[Stored data entries]
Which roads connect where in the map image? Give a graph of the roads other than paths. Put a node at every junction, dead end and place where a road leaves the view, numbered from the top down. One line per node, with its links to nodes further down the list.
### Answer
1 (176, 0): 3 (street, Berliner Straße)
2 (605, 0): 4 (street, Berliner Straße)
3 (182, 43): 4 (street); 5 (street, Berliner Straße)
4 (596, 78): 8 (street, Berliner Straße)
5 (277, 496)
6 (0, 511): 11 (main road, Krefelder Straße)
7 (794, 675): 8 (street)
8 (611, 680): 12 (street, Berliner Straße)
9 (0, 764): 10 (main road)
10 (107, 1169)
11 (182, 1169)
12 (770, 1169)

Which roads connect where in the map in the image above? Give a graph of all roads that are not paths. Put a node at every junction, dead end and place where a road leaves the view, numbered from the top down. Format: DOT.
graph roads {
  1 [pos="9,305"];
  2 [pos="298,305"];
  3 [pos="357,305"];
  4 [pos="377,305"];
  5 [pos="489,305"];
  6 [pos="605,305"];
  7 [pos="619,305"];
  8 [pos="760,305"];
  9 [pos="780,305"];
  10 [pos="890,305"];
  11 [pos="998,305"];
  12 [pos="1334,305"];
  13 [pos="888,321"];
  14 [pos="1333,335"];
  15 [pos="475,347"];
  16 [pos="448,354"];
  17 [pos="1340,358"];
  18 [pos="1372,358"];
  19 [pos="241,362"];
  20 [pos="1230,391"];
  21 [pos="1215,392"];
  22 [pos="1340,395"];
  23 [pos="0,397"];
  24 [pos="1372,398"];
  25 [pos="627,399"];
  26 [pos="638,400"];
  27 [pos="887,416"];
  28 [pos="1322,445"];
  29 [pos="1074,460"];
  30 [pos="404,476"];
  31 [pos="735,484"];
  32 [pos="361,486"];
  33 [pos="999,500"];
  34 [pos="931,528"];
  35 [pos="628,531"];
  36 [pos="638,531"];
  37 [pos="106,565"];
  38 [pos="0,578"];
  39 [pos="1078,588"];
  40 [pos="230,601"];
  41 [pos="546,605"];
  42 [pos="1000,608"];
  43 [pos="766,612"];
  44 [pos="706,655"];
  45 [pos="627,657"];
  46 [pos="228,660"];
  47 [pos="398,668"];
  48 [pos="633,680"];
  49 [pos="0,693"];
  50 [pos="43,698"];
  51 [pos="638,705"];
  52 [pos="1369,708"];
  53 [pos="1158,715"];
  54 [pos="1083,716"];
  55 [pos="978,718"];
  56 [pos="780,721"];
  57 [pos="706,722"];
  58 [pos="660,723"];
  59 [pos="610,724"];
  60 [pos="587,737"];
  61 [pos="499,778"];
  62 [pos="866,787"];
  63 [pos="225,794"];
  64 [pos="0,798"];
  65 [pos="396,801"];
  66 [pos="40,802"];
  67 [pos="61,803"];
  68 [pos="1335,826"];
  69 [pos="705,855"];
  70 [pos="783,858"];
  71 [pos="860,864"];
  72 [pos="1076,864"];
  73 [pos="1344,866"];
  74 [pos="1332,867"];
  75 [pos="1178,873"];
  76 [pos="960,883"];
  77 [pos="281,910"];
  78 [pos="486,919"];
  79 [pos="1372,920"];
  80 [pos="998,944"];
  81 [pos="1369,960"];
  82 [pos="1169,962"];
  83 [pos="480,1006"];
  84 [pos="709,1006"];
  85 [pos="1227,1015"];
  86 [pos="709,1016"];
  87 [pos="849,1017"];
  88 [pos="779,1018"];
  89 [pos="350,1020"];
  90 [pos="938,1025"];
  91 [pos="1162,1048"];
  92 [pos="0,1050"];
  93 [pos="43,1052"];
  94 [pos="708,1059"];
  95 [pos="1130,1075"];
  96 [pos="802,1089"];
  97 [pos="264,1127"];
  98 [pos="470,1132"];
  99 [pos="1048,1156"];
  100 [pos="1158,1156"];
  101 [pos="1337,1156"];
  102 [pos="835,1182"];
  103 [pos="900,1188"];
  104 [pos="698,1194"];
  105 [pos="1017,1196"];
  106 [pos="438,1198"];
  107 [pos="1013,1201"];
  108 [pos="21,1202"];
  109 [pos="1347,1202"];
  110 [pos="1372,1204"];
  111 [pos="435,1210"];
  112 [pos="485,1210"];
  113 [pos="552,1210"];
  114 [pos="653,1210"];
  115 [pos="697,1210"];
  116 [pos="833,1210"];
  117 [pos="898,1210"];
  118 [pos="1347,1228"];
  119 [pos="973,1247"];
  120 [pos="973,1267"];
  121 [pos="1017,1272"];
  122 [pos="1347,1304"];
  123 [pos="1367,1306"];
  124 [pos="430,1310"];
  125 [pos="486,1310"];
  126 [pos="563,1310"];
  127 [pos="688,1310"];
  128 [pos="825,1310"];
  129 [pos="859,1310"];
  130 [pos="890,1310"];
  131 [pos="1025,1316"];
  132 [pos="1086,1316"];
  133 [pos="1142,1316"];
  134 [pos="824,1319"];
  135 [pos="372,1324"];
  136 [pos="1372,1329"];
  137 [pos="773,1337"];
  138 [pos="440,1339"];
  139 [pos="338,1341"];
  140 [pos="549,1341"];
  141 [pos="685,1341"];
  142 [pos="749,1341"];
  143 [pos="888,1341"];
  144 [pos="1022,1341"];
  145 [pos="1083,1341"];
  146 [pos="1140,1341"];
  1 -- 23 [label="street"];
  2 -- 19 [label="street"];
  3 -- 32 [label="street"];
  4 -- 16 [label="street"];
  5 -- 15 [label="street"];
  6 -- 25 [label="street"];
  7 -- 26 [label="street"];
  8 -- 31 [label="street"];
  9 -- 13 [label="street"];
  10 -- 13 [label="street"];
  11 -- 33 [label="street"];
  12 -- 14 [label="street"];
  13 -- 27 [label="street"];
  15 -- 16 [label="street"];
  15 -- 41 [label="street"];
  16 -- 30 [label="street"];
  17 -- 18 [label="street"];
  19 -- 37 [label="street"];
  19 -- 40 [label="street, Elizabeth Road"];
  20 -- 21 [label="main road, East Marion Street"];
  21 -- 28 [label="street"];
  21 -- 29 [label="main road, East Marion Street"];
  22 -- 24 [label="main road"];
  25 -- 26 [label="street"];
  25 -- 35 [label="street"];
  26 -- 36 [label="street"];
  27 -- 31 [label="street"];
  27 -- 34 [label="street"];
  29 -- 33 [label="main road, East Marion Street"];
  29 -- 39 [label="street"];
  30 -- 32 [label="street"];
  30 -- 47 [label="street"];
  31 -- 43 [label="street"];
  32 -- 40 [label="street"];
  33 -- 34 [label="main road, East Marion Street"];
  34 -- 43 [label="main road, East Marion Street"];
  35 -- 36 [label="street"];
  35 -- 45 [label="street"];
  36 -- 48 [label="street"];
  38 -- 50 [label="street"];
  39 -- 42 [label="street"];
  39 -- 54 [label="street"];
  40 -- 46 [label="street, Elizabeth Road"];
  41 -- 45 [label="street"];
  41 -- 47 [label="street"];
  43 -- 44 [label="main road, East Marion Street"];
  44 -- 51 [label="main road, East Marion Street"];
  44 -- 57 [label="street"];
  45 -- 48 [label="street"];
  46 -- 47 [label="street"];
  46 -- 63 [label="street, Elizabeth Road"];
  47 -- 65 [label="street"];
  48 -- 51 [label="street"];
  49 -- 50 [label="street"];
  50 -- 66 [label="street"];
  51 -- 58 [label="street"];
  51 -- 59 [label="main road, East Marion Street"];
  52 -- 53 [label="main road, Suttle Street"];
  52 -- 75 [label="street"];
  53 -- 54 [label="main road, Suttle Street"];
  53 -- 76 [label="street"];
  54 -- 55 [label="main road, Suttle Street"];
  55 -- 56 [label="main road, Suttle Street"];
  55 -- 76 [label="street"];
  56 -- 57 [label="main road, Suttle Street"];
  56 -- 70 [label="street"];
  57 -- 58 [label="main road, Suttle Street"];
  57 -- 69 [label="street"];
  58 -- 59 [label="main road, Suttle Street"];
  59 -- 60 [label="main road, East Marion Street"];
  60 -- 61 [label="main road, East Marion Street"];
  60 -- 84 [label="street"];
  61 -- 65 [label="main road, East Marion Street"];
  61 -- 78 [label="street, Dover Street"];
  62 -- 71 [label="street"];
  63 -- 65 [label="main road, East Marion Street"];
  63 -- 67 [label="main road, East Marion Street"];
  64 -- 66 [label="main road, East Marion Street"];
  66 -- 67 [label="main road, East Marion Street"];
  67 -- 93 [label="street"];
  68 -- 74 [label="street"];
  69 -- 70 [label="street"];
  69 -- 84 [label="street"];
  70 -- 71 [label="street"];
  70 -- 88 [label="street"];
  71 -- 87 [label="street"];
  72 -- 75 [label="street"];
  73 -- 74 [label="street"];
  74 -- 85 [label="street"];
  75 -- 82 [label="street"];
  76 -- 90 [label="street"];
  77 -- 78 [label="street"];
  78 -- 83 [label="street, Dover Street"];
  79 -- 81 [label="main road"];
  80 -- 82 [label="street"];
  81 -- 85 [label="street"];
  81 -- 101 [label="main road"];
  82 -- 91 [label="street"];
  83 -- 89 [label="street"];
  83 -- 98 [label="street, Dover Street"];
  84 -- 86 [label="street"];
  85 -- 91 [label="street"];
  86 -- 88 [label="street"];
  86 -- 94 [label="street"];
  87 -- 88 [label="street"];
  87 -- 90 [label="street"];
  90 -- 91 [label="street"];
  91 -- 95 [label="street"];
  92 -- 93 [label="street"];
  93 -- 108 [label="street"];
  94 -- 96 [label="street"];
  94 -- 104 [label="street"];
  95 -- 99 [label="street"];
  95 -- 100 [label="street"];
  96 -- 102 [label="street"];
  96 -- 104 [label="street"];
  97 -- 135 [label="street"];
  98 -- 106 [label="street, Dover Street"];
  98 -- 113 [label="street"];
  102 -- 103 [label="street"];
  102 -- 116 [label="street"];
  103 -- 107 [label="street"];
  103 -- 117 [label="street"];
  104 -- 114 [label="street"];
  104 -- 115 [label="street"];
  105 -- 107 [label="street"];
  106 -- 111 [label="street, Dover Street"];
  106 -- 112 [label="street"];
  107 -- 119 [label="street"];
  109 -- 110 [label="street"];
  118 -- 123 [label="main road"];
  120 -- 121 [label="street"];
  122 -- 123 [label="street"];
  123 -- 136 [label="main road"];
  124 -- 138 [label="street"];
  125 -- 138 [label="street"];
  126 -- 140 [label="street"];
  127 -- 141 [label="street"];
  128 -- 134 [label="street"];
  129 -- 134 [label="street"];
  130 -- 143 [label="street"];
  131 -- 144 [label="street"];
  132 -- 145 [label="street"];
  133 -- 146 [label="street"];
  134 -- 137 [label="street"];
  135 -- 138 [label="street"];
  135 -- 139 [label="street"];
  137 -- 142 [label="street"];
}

» Brief: This exercise requires the number of lines in the entries holding the word "junction", written alone.

» Answer to this problem: 2